- **WHAT YOU WILL DO**: I'd like every entry returned exactly as it is, with the images left out.

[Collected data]
- - - - -

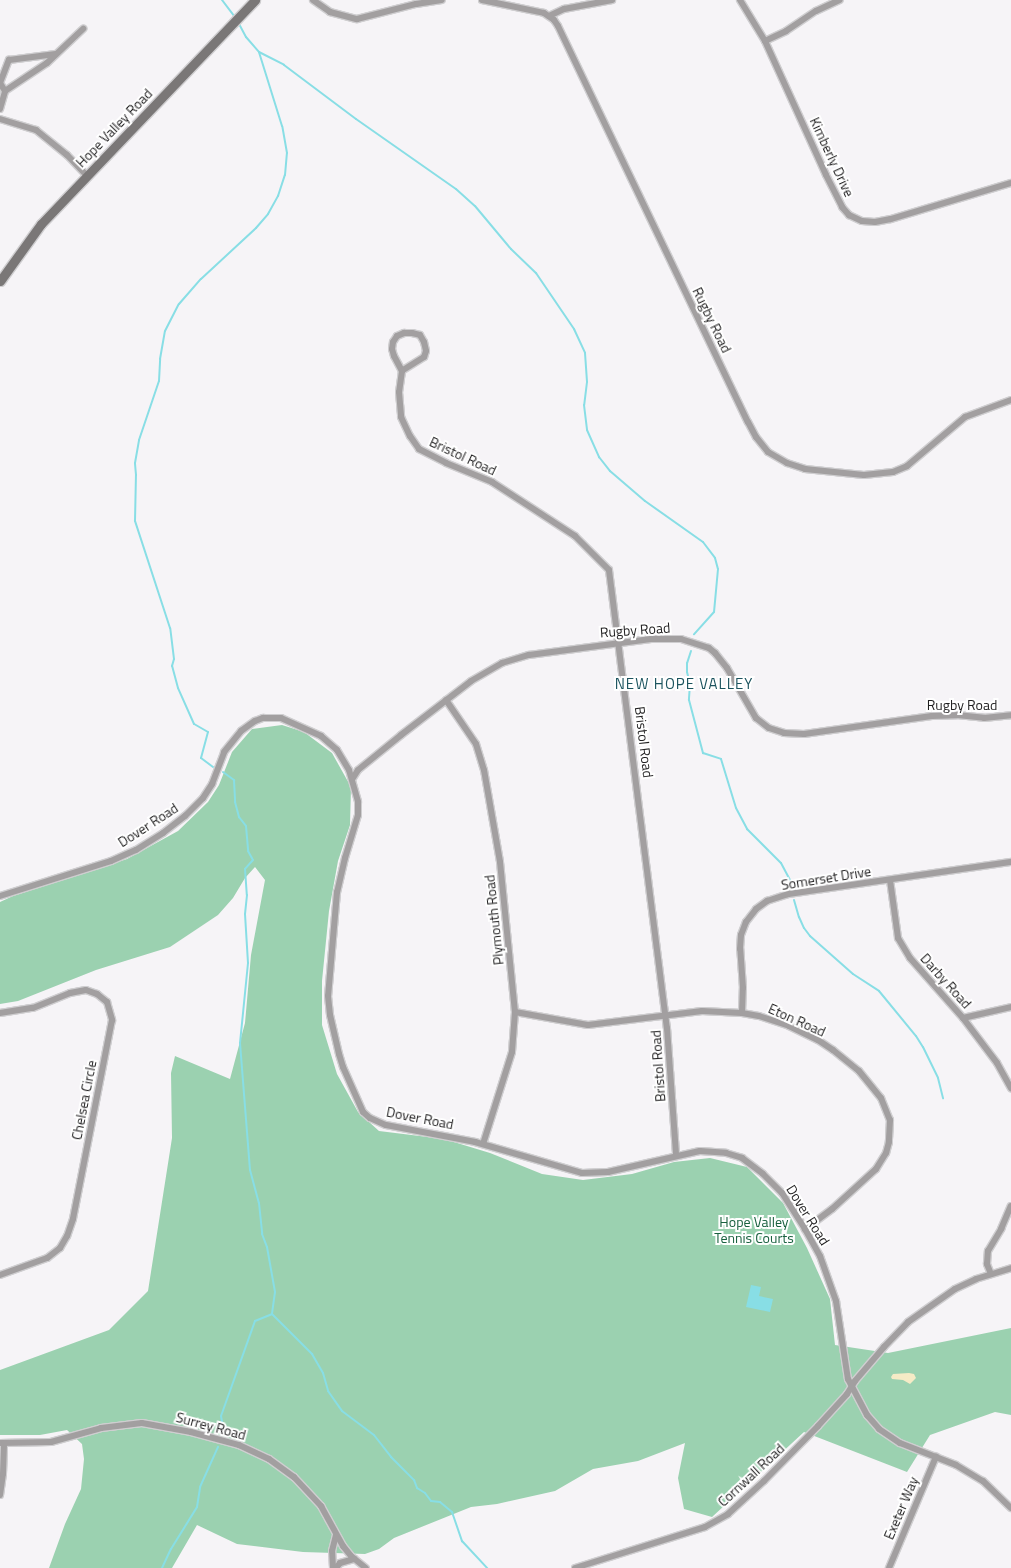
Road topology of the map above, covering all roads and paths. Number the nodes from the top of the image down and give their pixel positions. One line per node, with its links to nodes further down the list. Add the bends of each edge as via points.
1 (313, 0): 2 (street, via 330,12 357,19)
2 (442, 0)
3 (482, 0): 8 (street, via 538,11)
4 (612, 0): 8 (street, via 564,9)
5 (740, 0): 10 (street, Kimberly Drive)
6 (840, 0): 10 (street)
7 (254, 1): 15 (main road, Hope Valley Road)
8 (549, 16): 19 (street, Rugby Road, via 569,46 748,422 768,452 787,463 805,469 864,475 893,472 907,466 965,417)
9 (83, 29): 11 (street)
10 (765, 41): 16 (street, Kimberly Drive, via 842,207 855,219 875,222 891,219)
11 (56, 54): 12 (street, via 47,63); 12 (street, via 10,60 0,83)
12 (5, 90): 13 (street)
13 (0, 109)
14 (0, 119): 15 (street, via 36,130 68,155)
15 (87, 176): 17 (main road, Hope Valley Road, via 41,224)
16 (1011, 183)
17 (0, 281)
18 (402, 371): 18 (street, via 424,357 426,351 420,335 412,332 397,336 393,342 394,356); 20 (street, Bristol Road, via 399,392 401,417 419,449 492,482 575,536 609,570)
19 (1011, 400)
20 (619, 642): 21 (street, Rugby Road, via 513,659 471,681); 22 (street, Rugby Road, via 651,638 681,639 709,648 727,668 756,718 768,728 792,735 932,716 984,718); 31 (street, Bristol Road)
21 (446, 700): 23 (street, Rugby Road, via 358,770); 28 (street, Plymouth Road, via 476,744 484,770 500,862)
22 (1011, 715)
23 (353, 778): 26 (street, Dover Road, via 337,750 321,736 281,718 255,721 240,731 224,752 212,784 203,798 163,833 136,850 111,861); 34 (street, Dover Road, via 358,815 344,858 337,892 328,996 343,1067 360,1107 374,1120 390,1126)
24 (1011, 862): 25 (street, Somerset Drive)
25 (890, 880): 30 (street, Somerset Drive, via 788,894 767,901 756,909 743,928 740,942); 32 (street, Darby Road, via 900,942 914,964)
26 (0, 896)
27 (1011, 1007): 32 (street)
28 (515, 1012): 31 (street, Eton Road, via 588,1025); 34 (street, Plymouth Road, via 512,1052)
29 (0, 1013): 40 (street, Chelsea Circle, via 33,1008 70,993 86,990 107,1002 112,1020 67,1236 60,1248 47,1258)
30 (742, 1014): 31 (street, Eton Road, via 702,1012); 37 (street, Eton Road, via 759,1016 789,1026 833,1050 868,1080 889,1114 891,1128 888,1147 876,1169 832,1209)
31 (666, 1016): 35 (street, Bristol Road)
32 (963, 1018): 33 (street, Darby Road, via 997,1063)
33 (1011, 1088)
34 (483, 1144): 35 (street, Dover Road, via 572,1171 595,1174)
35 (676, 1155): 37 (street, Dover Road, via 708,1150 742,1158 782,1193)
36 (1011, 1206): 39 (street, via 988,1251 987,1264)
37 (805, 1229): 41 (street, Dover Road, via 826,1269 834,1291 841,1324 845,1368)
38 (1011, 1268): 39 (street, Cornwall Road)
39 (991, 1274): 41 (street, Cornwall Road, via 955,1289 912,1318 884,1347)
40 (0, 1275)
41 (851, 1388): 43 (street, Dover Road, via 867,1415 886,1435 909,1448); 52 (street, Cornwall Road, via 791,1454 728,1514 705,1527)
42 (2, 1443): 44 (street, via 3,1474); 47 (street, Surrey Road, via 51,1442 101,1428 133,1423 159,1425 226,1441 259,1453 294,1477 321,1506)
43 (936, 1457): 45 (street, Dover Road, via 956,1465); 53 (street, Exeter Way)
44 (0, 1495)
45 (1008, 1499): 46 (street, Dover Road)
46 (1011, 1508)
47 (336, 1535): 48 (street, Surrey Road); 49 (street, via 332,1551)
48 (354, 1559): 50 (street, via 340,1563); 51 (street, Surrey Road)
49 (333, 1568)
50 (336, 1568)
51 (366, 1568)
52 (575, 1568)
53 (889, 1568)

- - - - -

- **ANSWER FOR THIS EXERCISE**:
Road topology of the map above, covering all roads and paths. Number the nodes from the top of the image down and give their pixel positions. One line per node, with its links to nodes further down the list. Add the bends of each edge as via points.
1 (313, 0): 2 (street, via 330,12 357,19)
2 (442, 0)
3 (482, 0): 8 (street, via 538,11)
4 (612, 0): 8 (street, via 564,9)
5 (740, 0): 10 (street, Kimberly Drive)
6 (840, 0): 10 (street)
7 (254, 1): 15 (main road, Hope Valley Road)
8 (549, 16): 19 (street, Rugby Road, via 569,46 748,422 768,452 787,463 805,469 864,475 893,472 907,466 965,417)
9 (83, 29): 11 (street)
10 (765, 41): 16 (street, Kimberly Drive, via 842,207 855,219 875,222 891,219)
11 (56, 54): 12 (street, via 47,63); 12 (street, via 10,60 0,83)
12 (5, 90): 13 (street)
13 (0, 109)
14 (0, 119): 15 (street, via 36,130 68,155)
15 (87, 176): 17 (main road, Hope Valley Road, via 41,224)
16 (1011, 183)
17 (0, 281)
18 (402, 371): 18 (street, via 424,357 426,351 420,335 412,332 397,336 393,342 394,356); 20 (street, Bristol Road, via 399,392 401,417 419,449 492,482 575,536 609,570)
19 (1011, 400)
20 (619, 642): 21 (street, Rugby Road, via 513,659 471,681); 22 (street, Rugby Road, via 651,638 681,639 709,648 727,668 756,718 768,728 792,735 932,716 984,718); 31 (street, Bristol Road)
21 (446, 700): 23 (street, Rugby Road, via 358,770); 28 (street, Plymouth Road, via 476,744 484,770 500,862)
22 (1011, 715)
23 (353, 778): 26 (street, Dover Road, via 337,750 321,736 281,718 255,721 240,731 224,752 212,784 203,798 163,833 136,850 111,861); 34 (street, Dover Road, via 358,815 344,858 337,892 328,996 343,1067 360,1107 374,1120 390,1126)
24 (1011, 862): 25 (street, Somerset Drive)
25 (890, 880): 30 (street, Somerset Drive, via 788,894 767,901 756,909 743,928 740,942); 32 (street, Darby Road, via 900,942 914,964)
26 (0, 896)
27 (1011, 1007): 32 (street)
28 (515, 1012): 31 (street, Eton Road, via 588,1025); 34 (street, Plymouth Road, via 512,1052)
29 (0, 1013): 40 (street, Chelsea Circle, via 33,1008 70,993 86,990 107,1002 112,1020 67,1236 60,1248 47,1258)
30 (742, 1014): 31 (street, Eton Road, via 702,1012); 37 (street, Eton Road, via 759,1016 789,1026 833,1050 868,1080 889,1114 891,1128 888,1147 876,1169 832,1209)
31 (666, 1016): 35 (street, Bristol Road)
32 (963, 1018): 33 (street, Darby Road, via 997,1063)
33 (1011, 1088)
34 (483, 1144): 35 (street, Dover Road, via 572,1171 595,1174)
35 (676, 1155): 37 (street, Dover Road, via 708,1150 742,1158 782,1193)
36 (1011, 1206): 39 (street, via 988,1251 987,1264)
37 (805, 1229): 41 (street, Dover Road, via 826,1269 834,1291 841,1324 845,1368)
38 (1011, 1268): 39 (street, Cornwall Road)
39 (991, 1274): 41 (street, Cornwall Road, via 955,1289 912,1318 884,1347)
40 (0, 1275)
41 (851, 1388): 43 (street, Dover Road, via 867,1415 886,1435 909,1448); 52 (street, Cornwall Road, via 791,1454 728,1514 705,1527)
42 (2, 1443): 44 (street, via 3,1474); 47 (street, Surrey Road, via 51,1442 101,1428 133,1423 159,1425 226,1441 259,1453 294,1477 321,1506)
43 (936, 1457): 45 (street, Dover Road, via 956,1465); 53 (street, Exeter Way)
44 (0, 1495)
45 (1008, 1499): 46 (street, Dover Road)
46 (1011, 1508)
47 (336, 1535): 48 (street, Surrey Road); 49 (street, via 332,1551)
48 (354, 1559): 50 (street, via 340,1563); 51 (street, Surrey Road)
49 (333, 1568)
50 (336, 1568)
51 (366, 1568)
52 (575, 1568)
53 (889, 1568)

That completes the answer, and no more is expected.